*** Opening of Data for this task ***

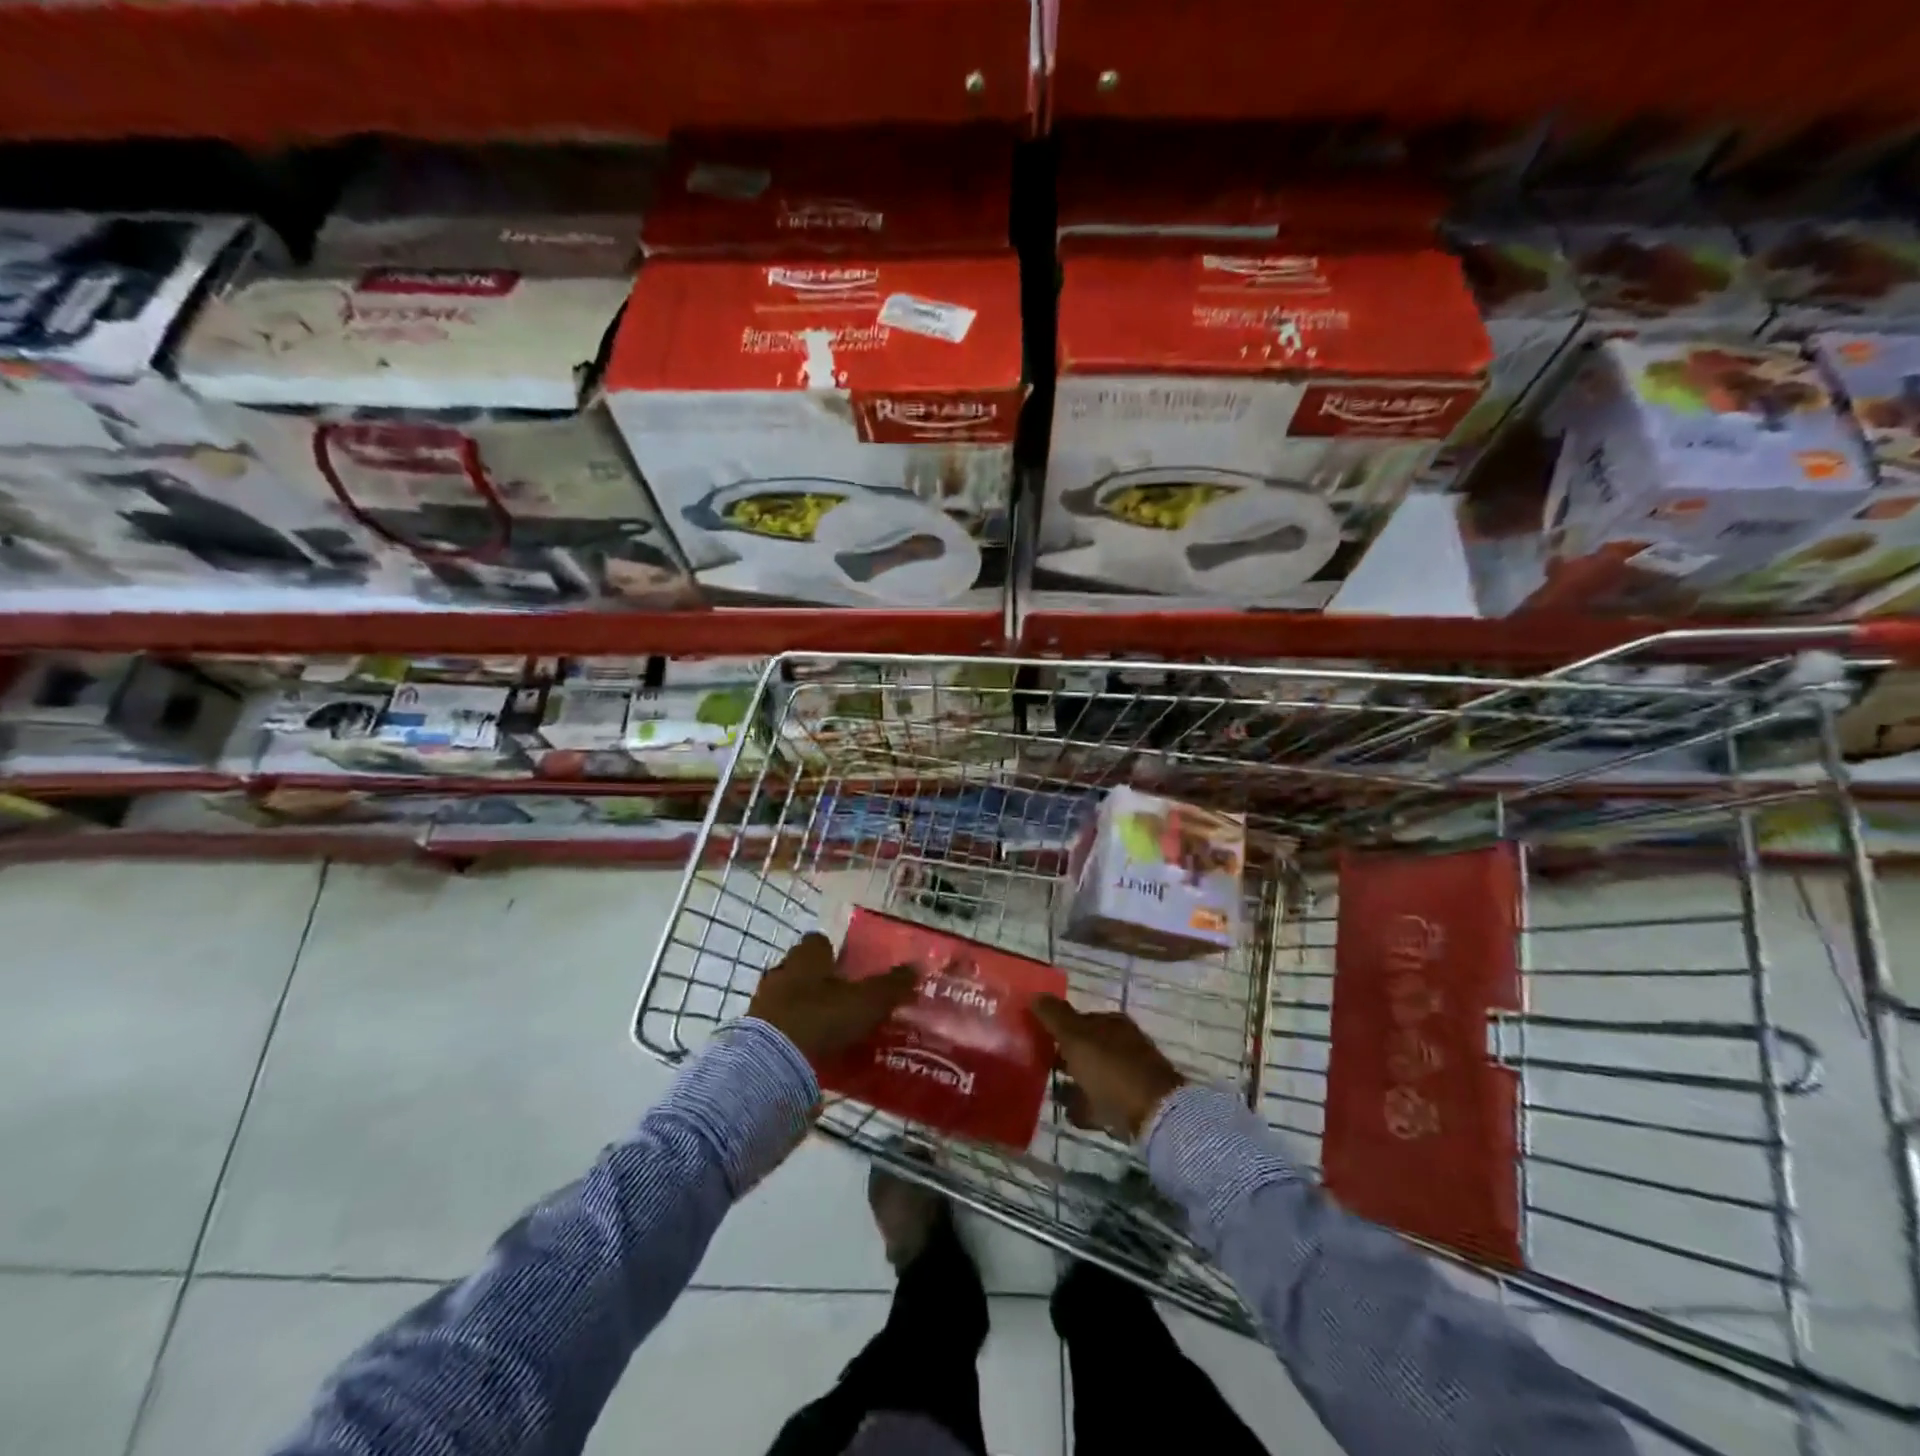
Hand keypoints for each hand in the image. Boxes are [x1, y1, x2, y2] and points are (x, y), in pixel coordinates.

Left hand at [749, 932, 915, 1065]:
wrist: (772, 1062)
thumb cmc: (822, 1017)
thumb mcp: (867, 1001)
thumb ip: (891, 985)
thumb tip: (917, 965)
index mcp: (806, 956)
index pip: (818, 942)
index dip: (833, 953)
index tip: (850, 968)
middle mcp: (781, 972)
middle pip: (801, 970)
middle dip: (819, 981)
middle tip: (843, 999)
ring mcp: (763, 1003)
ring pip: (788, 998)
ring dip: (805, 1008)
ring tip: (829, 1028)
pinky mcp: (754, 1034)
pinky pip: (779, 1026)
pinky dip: (794, 1034)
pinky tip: (812, 1049)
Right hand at [1032, 995, 1185, 1141]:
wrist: (1153, 1116)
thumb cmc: (1111, 1069)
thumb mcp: (1076, 1037)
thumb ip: (1054, 1016)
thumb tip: (1035, 993)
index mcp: (1112, 1023)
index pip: (1079, 1019)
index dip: (1057, 1027)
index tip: (1035, 1038)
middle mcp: (1123, 1044)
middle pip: (1087, 1047)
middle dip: (1065, 1056)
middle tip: (1038, 1066)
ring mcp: (1130, 1075)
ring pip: (1093, 1075)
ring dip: (1074, 1083)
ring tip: (1051, 1093)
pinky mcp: (1133, 1105)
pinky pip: (1102, 1103)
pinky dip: (1086, 1107)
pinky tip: (1070, 1114)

*** Close of Data for this task ***

• Task directions
From the line containing "pinky mcp: (754, 1034)" down to the line containing "index dip: (1057, 1027)" in the material above, reproduce every line exactly, including the two end lines.

• Answer for the task
pinky mcp: (754, 1034)
pinky pip: (779, 1026)
pinky dip: (794, 1034)
pinky tip: (812, 1049)
Right hand at [1032, 995, 1185, 1141]:
wrist: (1153, 1116)
thumb cmc: (1111, 1069)
thumb mcp: (1076, 1037)
thumb ip: (1054, 1016)
thumb tip: (1035, 993)
index mcp: (1112, 1023)
index pip: (1079, 1019)
index dip: (1057, 1027)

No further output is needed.